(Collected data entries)
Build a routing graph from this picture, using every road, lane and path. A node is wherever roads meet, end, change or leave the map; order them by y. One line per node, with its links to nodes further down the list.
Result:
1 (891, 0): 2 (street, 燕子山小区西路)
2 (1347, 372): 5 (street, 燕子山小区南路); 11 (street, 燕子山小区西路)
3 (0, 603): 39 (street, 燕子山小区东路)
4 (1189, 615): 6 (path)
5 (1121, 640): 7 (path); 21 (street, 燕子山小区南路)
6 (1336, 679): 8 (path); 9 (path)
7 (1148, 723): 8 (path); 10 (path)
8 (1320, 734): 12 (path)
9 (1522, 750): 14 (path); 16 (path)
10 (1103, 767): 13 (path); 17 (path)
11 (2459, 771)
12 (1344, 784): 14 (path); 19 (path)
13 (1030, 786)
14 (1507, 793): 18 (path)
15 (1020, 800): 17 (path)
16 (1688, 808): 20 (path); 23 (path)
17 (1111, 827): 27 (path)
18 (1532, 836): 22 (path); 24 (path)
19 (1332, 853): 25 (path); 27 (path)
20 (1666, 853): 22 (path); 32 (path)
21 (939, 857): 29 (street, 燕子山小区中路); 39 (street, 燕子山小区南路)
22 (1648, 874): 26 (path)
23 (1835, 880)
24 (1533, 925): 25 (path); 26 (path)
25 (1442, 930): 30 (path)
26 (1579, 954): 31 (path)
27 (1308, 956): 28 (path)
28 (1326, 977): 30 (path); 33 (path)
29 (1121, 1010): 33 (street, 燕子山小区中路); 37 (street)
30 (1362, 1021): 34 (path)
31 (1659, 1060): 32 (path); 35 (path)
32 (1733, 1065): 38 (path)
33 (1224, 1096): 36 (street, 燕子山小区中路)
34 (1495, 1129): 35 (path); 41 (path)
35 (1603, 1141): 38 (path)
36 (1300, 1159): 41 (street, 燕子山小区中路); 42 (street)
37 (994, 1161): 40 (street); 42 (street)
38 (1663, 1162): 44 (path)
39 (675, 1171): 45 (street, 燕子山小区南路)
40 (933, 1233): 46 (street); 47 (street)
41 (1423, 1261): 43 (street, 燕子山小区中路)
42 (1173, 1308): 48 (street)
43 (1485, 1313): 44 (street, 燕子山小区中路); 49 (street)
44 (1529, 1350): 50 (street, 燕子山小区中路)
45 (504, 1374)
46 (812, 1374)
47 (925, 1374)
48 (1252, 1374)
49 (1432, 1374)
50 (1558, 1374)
---
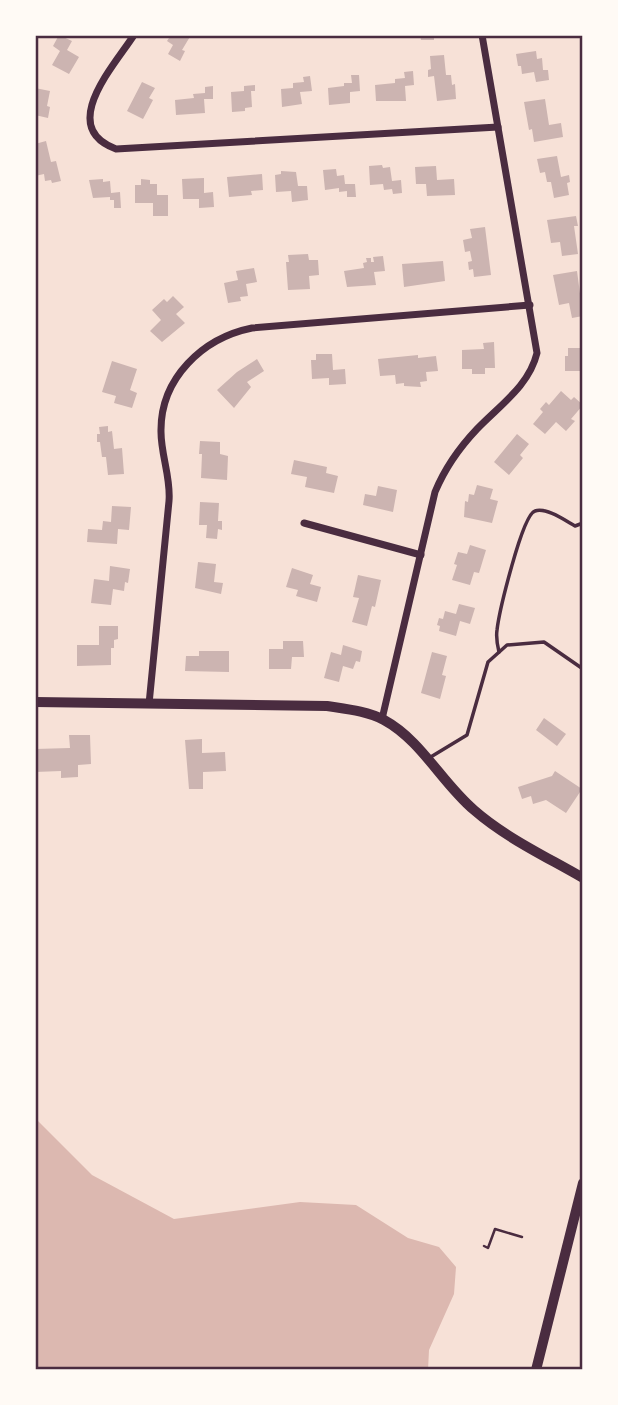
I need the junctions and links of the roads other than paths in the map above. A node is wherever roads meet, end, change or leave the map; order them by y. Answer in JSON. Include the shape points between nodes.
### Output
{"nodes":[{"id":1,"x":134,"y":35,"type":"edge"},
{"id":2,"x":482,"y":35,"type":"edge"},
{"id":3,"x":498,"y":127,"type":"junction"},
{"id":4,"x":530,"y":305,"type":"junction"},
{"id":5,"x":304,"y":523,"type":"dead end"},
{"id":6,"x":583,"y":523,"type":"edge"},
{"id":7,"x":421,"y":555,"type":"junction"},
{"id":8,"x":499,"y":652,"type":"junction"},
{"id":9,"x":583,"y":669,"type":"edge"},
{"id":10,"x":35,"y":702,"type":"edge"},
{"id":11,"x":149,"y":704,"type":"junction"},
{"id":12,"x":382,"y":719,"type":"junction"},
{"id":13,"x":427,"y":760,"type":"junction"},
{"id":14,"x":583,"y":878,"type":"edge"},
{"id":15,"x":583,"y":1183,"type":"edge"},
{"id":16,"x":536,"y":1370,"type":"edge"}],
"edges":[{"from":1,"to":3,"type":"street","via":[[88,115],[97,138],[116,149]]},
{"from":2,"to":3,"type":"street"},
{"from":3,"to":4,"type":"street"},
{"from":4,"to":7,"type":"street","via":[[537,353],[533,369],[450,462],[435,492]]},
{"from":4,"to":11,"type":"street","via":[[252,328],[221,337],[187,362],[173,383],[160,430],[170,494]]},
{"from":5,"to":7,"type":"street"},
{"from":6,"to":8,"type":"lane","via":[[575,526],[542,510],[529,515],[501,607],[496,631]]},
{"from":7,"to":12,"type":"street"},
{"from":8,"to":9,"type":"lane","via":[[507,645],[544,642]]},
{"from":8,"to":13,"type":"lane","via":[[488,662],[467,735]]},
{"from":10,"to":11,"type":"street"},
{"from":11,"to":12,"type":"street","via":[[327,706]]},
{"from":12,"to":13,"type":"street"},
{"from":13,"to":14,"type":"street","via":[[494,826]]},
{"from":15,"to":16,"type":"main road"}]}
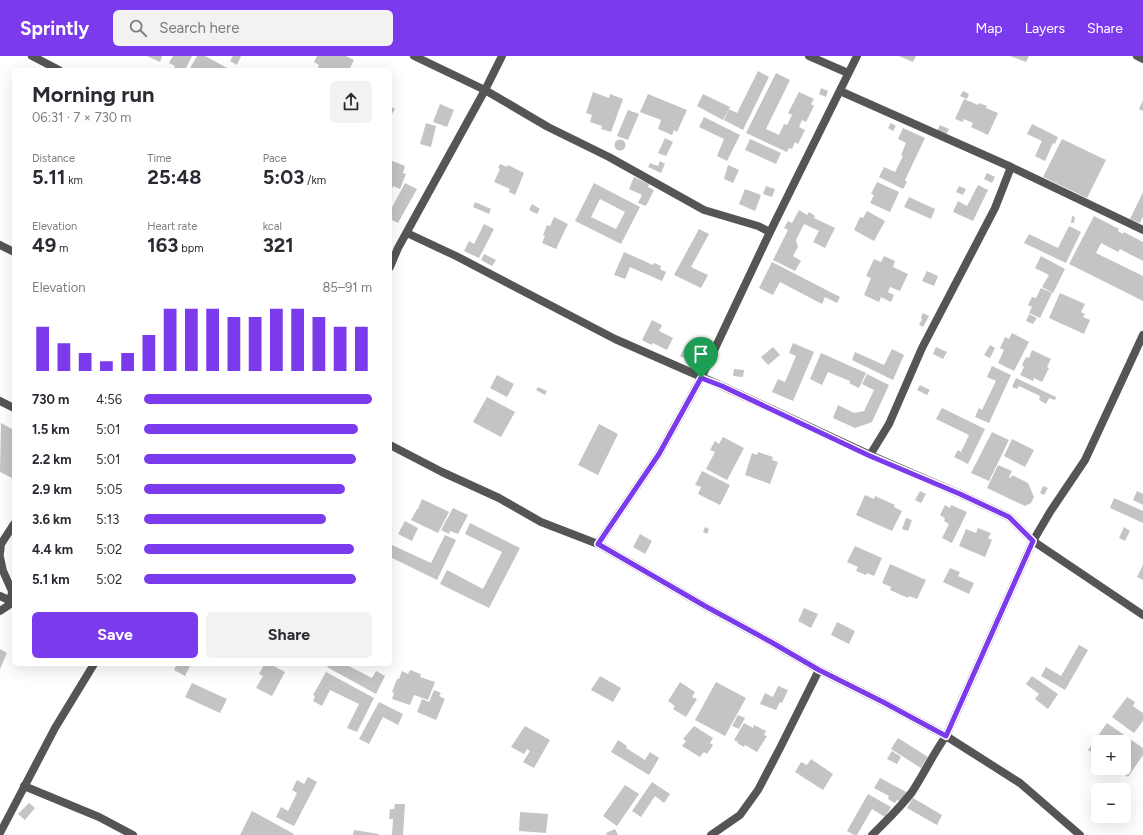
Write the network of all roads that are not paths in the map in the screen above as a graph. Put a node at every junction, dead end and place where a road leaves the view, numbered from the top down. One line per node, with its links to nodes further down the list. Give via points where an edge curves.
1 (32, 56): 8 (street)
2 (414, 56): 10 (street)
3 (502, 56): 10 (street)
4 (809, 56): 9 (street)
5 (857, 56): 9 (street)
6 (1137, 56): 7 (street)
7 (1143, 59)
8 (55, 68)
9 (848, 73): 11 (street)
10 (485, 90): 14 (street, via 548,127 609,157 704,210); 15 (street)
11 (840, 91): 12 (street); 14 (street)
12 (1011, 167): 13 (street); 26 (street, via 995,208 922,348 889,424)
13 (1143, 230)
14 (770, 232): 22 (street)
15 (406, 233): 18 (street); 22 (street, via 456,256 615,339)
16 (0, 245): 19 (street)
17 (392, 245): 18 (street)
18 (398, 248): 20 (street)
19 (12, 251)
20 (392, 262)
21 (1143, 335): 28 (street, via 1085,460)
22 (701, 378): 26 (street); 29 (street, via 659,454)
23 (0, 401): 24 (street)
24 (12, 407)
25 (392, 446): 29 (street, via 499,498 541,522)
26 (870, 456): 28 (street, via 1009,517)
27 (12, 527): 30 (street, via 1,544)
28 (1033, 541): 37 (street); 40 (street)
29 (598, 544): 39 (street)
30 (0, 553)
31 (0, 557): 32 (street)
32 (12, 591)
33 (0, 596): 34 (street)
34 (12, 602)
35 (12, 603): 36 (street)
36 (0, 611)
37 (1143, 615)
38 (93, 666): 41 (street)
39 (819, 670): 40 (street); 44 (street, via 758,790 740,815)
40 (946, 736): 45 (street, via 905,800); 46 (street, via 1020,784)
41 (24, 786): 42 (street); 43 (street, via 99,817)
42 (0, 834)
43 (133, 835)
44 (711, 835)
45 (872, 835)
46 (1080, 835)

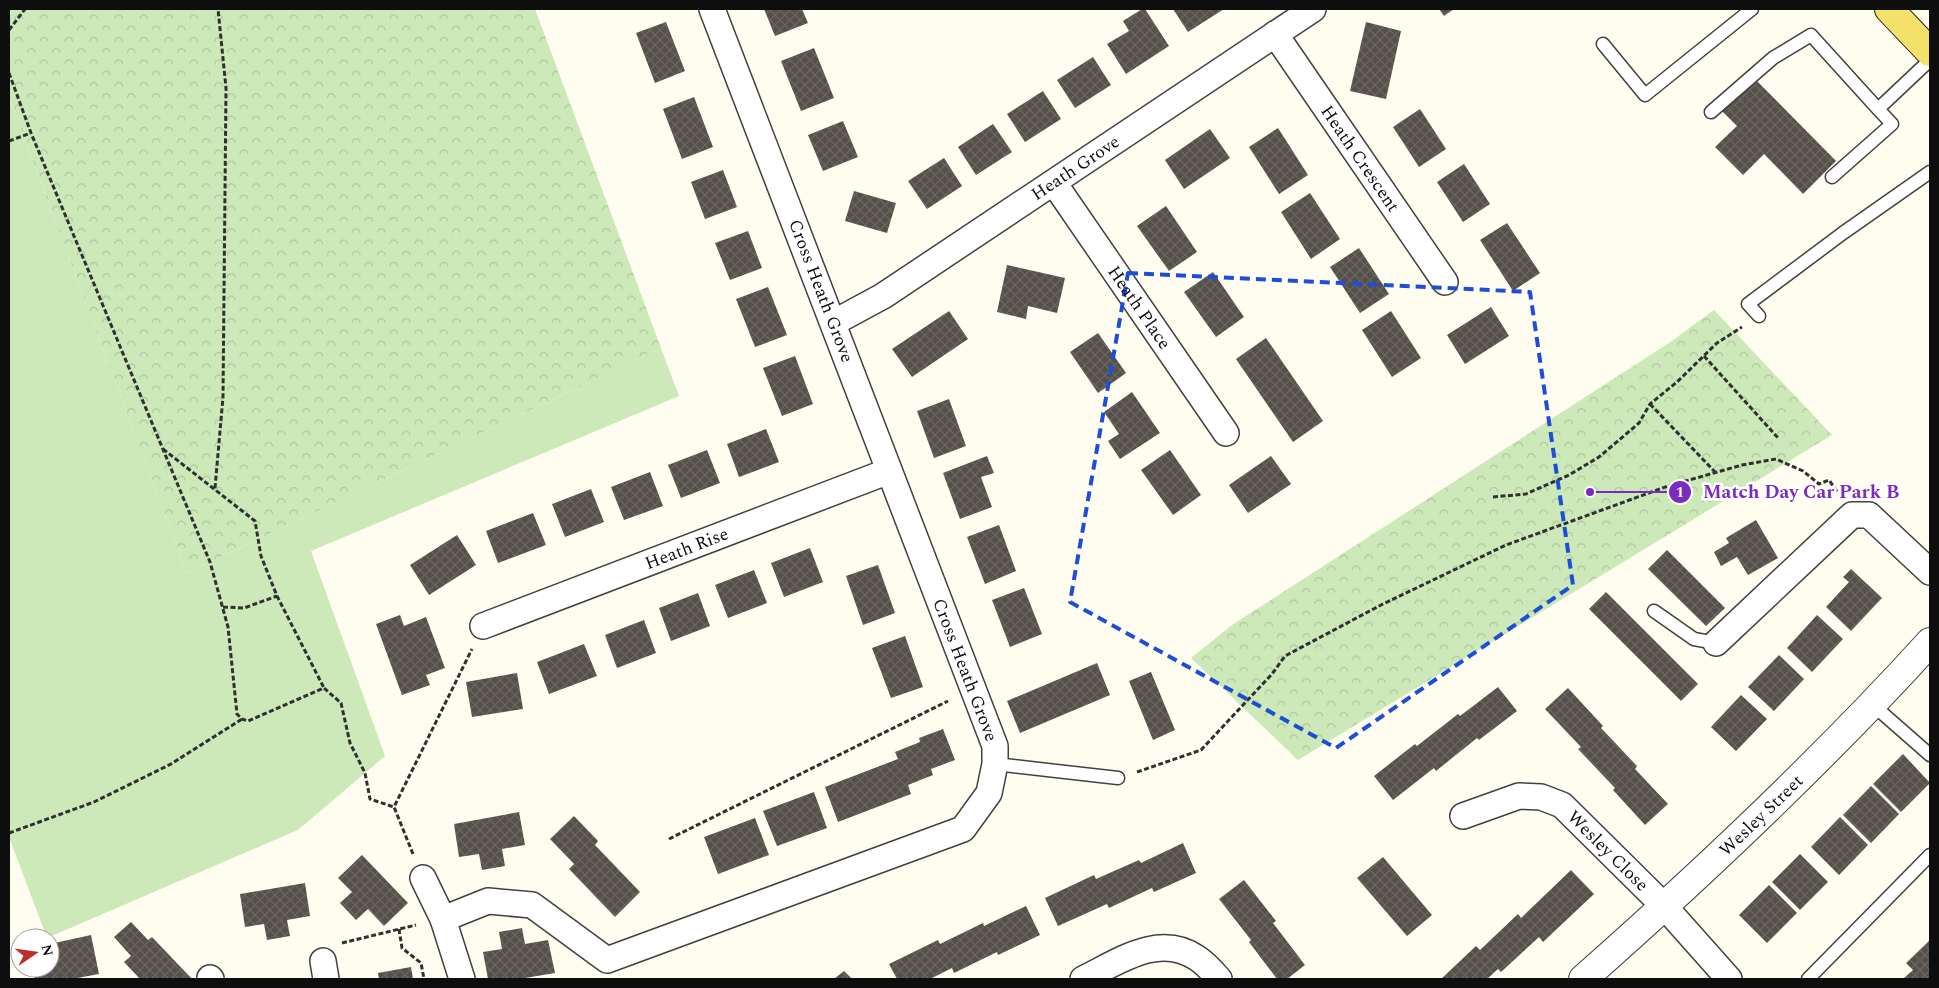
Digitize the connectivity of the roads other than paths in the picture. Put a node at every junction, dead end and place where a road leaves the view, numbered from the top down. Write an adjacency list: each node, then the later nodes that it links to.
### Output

- Try it -
Count every line of the entries that includes "than", and say the number alone.

- Response to the task -
2